A beautiful collision

If brands are to succeed with mobile marketing, they need to understand human needs and balance the convergence of creativity and technology, says James Devon of MBA.

James Devon, MBA
James Devon, MBA

More from Campaign's mobile reportWe can talk to each other, text each other, video call each other. We can pick where we're going on holiday with a mobile, or we can review our stay with a mobile. Mobile phones wake us up in the morning. They tell us the best spot to buy that breakfast croissant we shouldn't have, exactly how many unnecessary calories are in it and now allow us to pay for it. Mobiles connect us to other people, record our movements and collect our memories. Hey, even MBA's Christmas card was an HTML5 app. Furthermore, a recent report by Google/Ipsos put smartphone penetration at nearly 50 per cent, confirming that more of us than ever are using advanced mobile technology in our daily lives.

The mobile future is already here - and looking very much like it is at the centre of how people do things and will keep doing them in the future.

In Steve Jobs' biography, there is the line: "He knew the best way to create value in the 21st century was to connect creativity with technology." Mobile seems perfectly poised at this juncture where technology meets creativity. Mobile technology enables new ways of expressing our existing brand ideas and, conversely, the technology enables us to explore new approaches to creativity.
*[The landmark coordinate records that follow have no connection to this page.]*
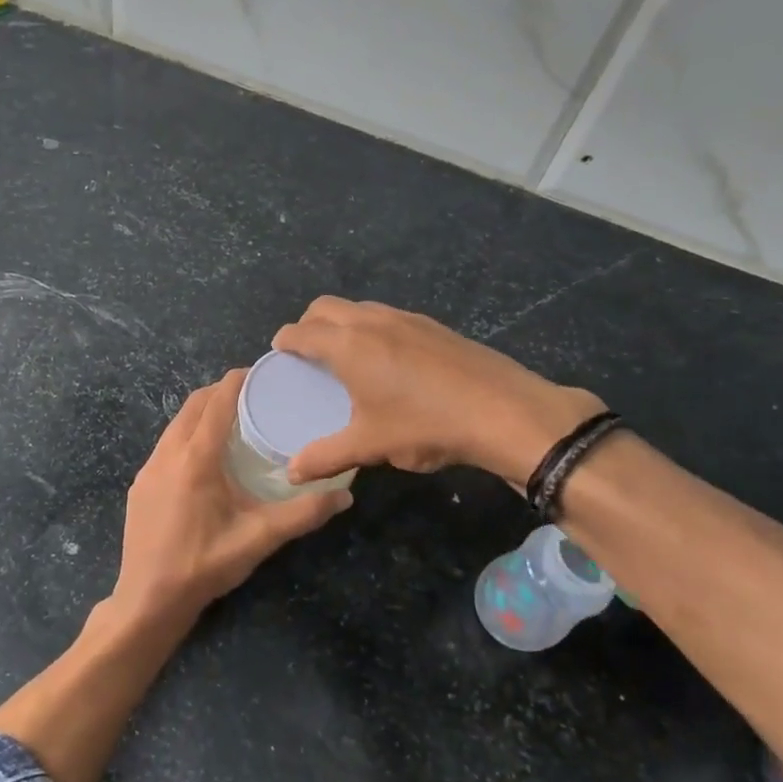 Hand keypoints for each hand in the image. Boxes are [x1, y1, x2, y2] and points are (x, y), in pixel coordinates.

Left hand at [115, 371, 351, 622]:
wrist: (148, 600)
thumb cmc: (204, 565)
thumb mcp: (258, 539)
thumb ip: (302, 515)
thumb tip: (344, 495)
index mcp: (195, 459)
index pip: (216, 403)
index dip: (237, 381)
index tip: (260, 371)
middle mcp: (167, 454)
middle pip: (192, 405)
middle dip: (219, 391)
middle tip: (252, 393)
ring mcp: (148, 469)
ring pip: (176, 424)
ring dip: (201, 412)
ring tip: (231, 419)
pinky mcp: (140, 485)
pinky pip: (166, 445)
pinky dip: (186, 434)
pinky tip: (204, 455)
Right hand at [272, 298, 603, 487]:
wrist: (503, 411)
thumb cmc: (425, 425)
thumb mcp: (370, 446)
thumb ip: (325, 457)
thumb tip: (291, 473)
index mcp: (347, 345)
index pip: (301, 331)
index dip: (284, 341)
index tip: (278, 354)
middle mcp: (371, 321)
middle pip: (325, 307)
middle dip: (308, 324)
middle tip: (307, 354)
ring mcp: (405, 318)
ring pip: (359, 308)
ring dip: (341, 323)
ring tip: (345, 357)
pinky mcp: (433, 325)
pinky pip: (387, 316)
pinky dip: (371, 328)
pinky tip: (388, 362) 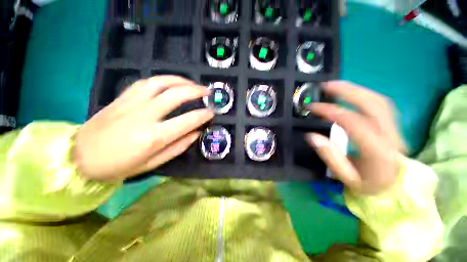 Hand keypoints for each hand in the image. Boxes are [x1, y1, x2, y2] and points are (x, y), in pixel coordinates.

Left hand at [73, 76, 213, 180]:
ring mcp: (131, 104)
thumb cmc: (119, 166)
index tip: (212, 112)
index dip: (203, 115)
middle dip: (196, 91)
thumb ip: (178, 146)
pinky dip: (162, 80)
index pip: (187, 121)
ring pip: (160, 82)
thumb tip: (196, 133)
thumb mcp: (153, 163)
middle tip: (207, 91)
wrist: (80, 158)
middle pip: (176, 95)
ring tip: (192, 83)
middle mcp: (144, 116)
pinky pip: (145, 82)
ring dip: (180, 80)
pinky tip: (171, 82)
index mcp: (154, 137)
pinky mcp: (121, 98)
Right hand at [306, 81, 405, 194]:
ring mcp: (395, 128)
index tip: (312, 107)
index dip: (330, 111)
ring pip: (379, 100)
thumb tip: (311, 136)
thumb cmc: (369, 185)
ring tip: (335, 85)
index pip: (352, 122)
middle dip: (347, 90)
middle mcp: (390, 135)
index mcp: (377, 150)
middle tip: (325, 85)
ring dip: (356, 89)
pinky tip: (351, 94)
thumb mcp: (345, 177)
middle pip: (372, 103)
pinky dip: (364, 95)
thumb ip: (329, 155)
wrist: (396, 189)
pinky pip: (381, 104)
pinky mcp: (394, 126) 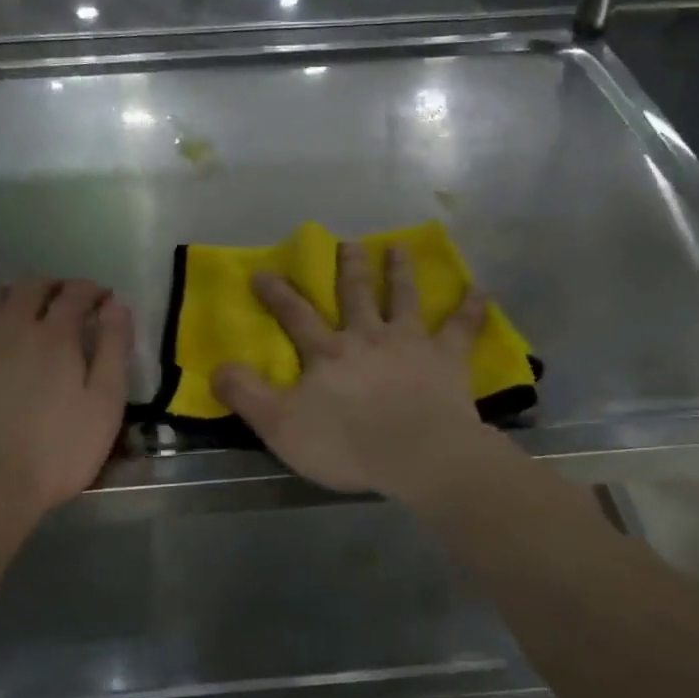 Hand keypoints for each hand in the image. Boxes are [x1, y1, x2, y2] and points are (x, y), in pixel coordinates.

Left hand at [0, 278, 130, 516]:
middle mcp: (12, 327)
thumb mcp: (104, 404)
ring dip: (18, 298)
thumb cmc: (57, 450)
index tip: (104, 299)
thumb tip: (116, 306)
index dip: (93, 290)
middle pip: (32, 286)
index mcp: (55, 335)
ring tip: (30, 316)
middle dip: (55, 286)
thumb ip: (113, 350)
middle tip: (69, 302)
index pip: (75, 293)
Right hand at [211, 241, 496, 499]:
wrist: (417, 455)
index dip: (276, 294)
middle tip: (349, 242)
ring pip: (404, 299)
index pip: (295, 316)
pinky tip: (481, 288)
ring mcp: (410, 344)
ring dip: (400, 272)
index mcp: (328, 353)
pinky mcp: (447, 360)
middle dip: (349, 268)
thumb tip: (217, 367)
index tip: (263, 271)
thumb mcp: (280, 425)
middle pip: (356, 295)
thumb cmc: (346, 444)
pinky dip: (472, 307)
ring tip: (399, 248)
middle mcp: (367, 337)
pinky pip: (462, 328)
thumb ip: (247, 395) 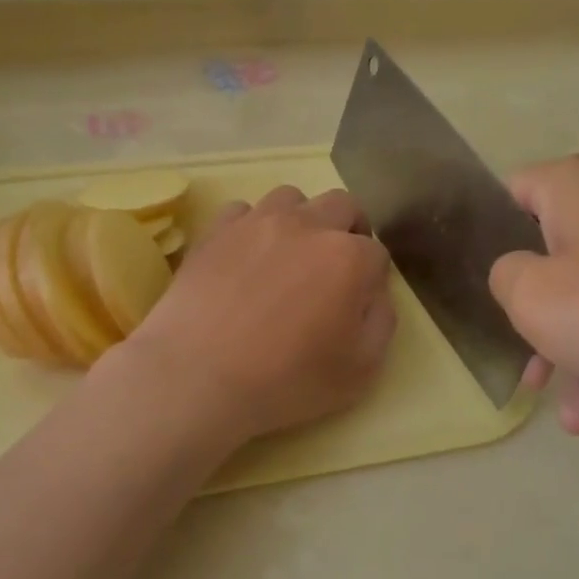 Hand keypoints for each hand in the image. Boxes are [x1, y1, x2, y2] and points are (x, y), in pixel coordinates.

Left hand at [121, 186, 396, 447]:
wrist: (196, 376)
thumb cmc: (285, 381)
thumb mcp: (360, 371)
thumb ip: (381, 322)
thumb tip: (373, 293)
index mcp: (348, 258)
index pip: (377, 253)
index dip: (372, 278)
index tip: (358, 302)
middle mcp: (306, 226)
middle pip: (342, 206)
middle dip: (347, 230)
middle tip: (334, 269)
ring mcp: (256, 222)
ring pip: (291, 197)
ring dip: (300, 220)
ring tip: (287, 255)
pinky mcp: (215, 230)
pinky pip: (242, 210)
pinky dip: (251, 227)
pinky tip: (243, 257)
But there are a few things we need to grapple with first. Because, as well as a big opportunity, there's also a big problem. People find mobile advertising annoying. In a recent piece of YouGov research, almost two-thirds of Brits (64 per cent) said mobile phones were the most unacceptable device on which to receive unwanted advertising. There is a real danger that we might start to do things because we could, rather than because we should. And given the (rapidly increasing) amount of business that is coming via mobile platforms for the likes of LoveFilm, Accor and Everest, we need to work out how to gain value from mobile.
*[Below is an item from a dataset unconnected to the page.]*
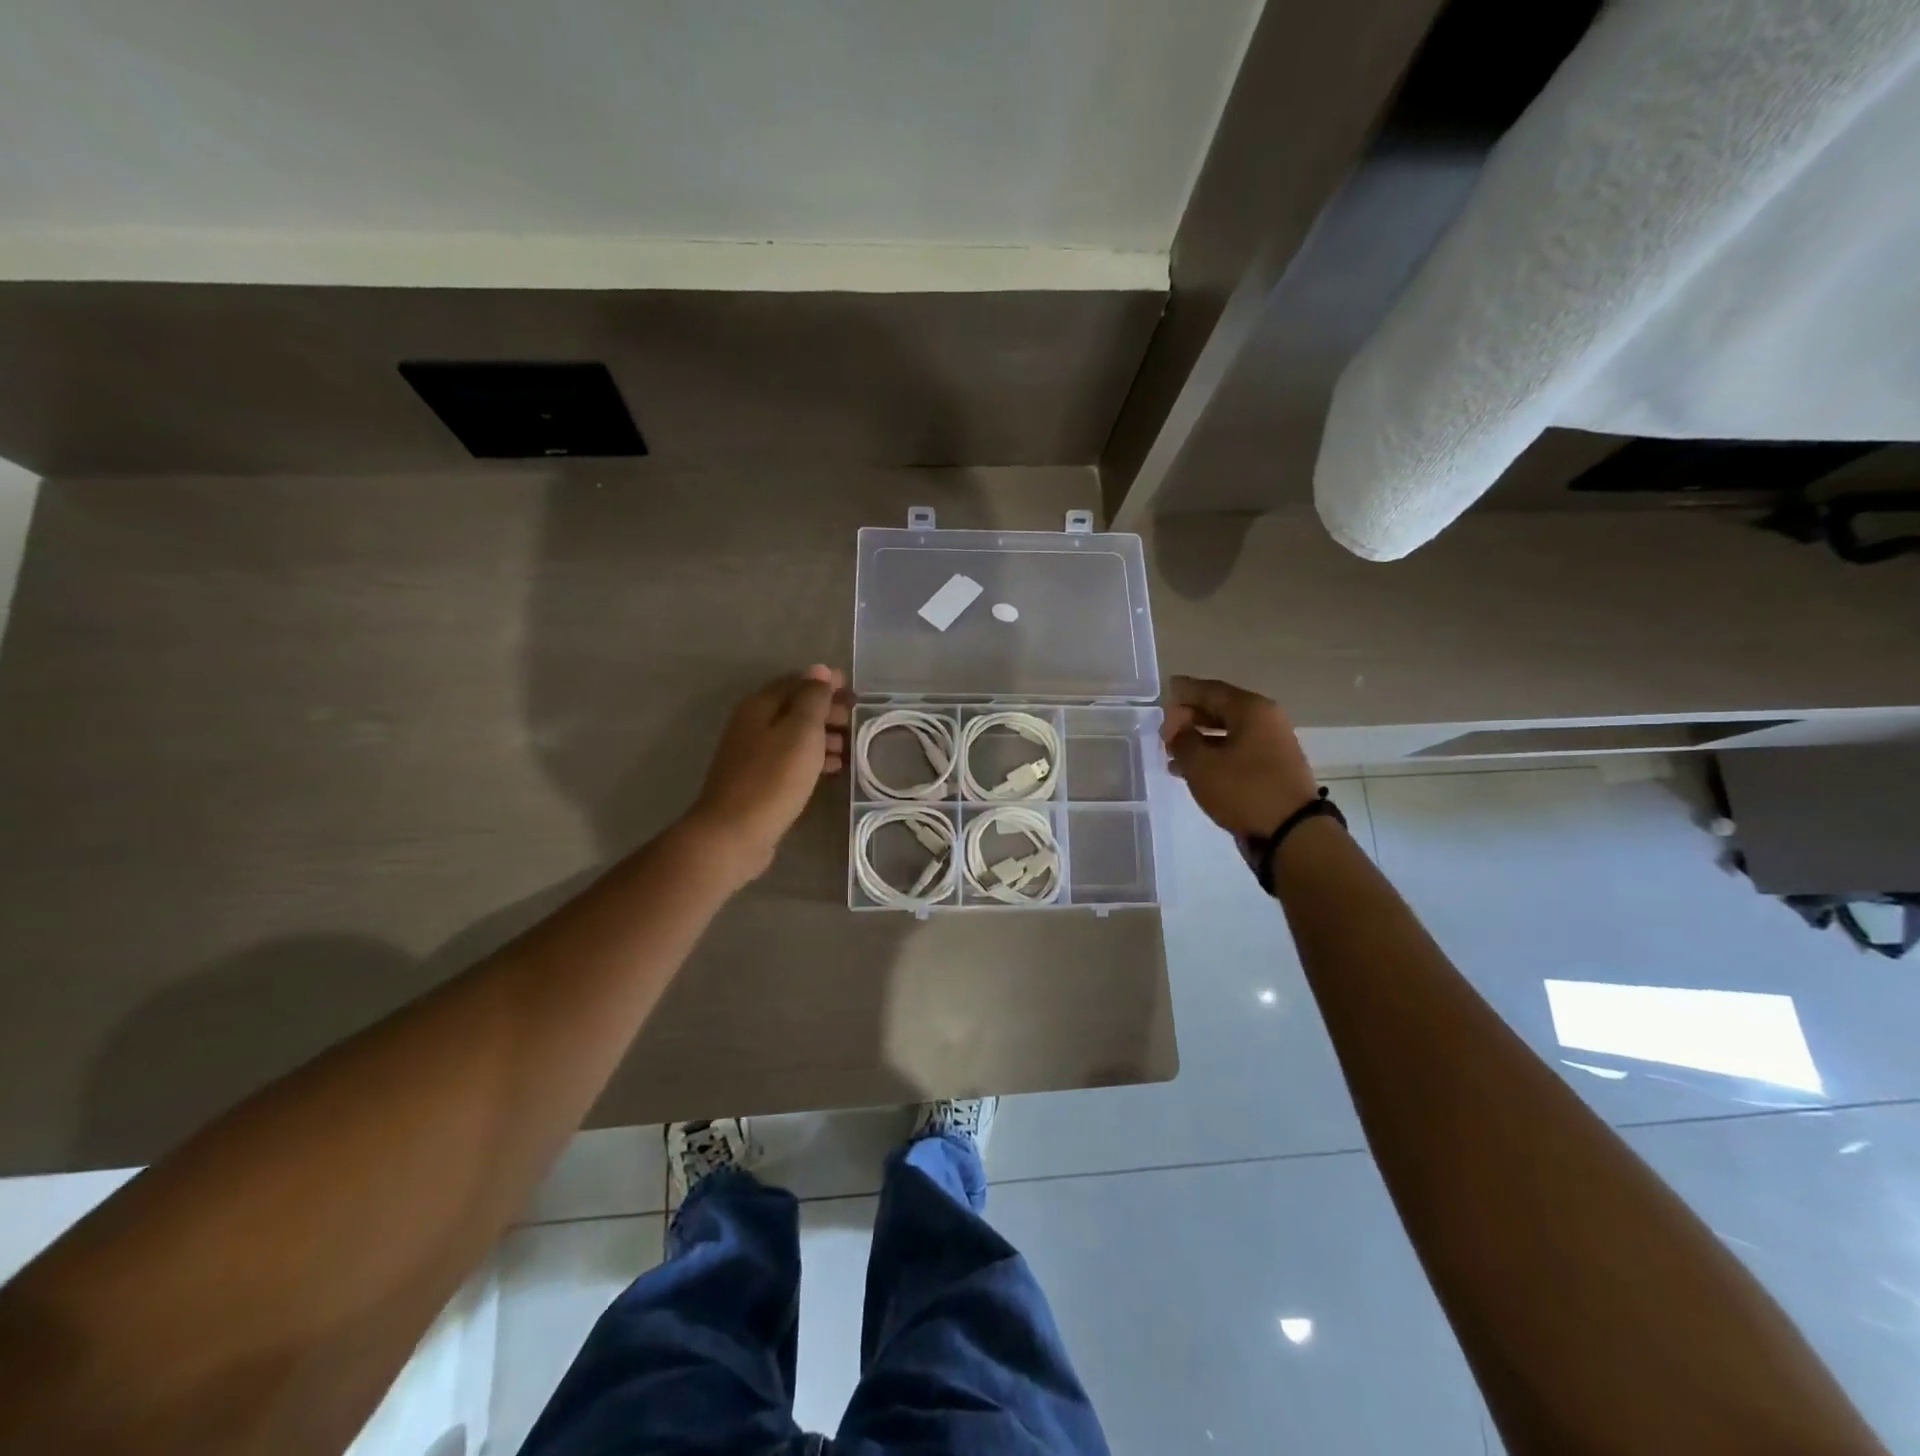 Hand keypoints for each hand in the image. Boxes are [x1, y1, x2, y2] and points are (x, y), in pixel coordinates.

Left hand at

But many are simply adapting their ads to fit a mobile screen, rather than thinking about the fundamental differences between mobile and other formats. And that's a major issue, because a truly integrated approach means finding better ways to engage people, utilising the individual benefits of each device in order to get people to actively engage with brands.

Mobile has magnificent potential to be evocative, to serve a higher human need. It can help us be more creative, more connected to our fellow man, more aware of the world around us, more satisfied and happier. The author Arthur C Clarke once said that "any sufficiently advanced technology is indistinguishable from magic". And we need to embrace this, infusing magic into our work.

Much of the answer comes from getting past the technological bit. In Here Comes Everybody, Clay Shirky states: "Communications tools don't get socially interesting until they get technologically boring." If the conversation is about the technology per se, then the ability for it to impact on the human condition is limited. But the technology begins to possess transformational properties once the conversation shifts to whatever purpose has been found for the technology.

The challenge brands face can be answered by technology, but in order to drive business value, we need to make sure that there is a bridge between the technology itself and the culture-shifting, life-affirming, self-actualisation potential of the human interaction with it. The key is to apply the knowledge of brands and motivating ideas to bring the technology to life so it can deliver meaning and thus deliver a return. It's about shifting technology from the technical to the evocative - witness the recent partnership between the mobile-only social network Path and Nike+, enabling your friends to virtually cheer you on your run.

Many brands are beginning to understand the human side of mobile. A recent study by Millward Brown revealed that the fastest growth in depth of customer relationships and financial value between 2000 and 2010 was the strong use of technology in order to be more ideal-driven as a business. PepsiCo has embraced this idea, issuing a statement describing how the brand was using technology "as a vehicle not only to communicate with our consumers, but become directly tethered to their everyday lives in ways that make them smarter, stronger, healthier and more informed citizens". The second part of that sentence is crucial - not just being in people's lives, but being useful in them. Contributing, rather than merely coexisting.

Part of bringing mobile to life is ensuring that the user experience is as intuitive and beautiful as possible. Several brands are taking big steps forward in delivering sumptuous user experience - tablet news apps such as Editions (that MBA helped launch in the UK), the aforementioned Path and Facebook's recent rollout of Timeline have all demonstrated that brands are no longer simply optimising for mobile, they're designing for it.

We need to design with mobile in mind, in no small part because the way people use brands' mobile apps is intrinsically linked to their perception of the brand. Marshall McLuhan's "the medium is the message" chimes with mobile user experience, as the means by which you interact with the brand will provide a strong flavour of what that brand is about - irrespective of any messaging.

Getting to a wonderful user experience is tricky, especially as people will use applications in ways you won't predict. Mike Krieger, the founder of Instagram, Tweeted: "So many Instagram features we only thought of after seeing real usage. A day of your app in the wild is worth a month of guessing." So, get something live, monitor the way it's used and then make it better.

Mobile presents brands with many opportunities. Mobile technology is now embedded at the centre of human behaviour and, as such, can be very powerful. But brands must tread carefully as with this centrality comes annoyance at interruption. We must find ways to be useful, interesting and entertaining rather than spammy. We must consider switching our thinking to mobile first, focusing the creative to meet the technology rather than squashing uncomfortably against it.

Mobile is finally living up to its promise, and it's powered by the convergence of creativity and technology.

James Devon is the planning director at MBA


iPhone or Android?


When will HTML5 kill off the app?

It won't. But more apps will be written in HTML5.

Which brands could knock the iPhone off its perch?

They're mostly competing for a different perch.

I use my phone most for

Using up the data allowance.

The best thing about my phone is

MBA pays for the data allowance.

In five years' time

I hope MBA is still paying for my data allowance.

If I were a ringtone

I'd stubbornly refuse to be put on silent mode.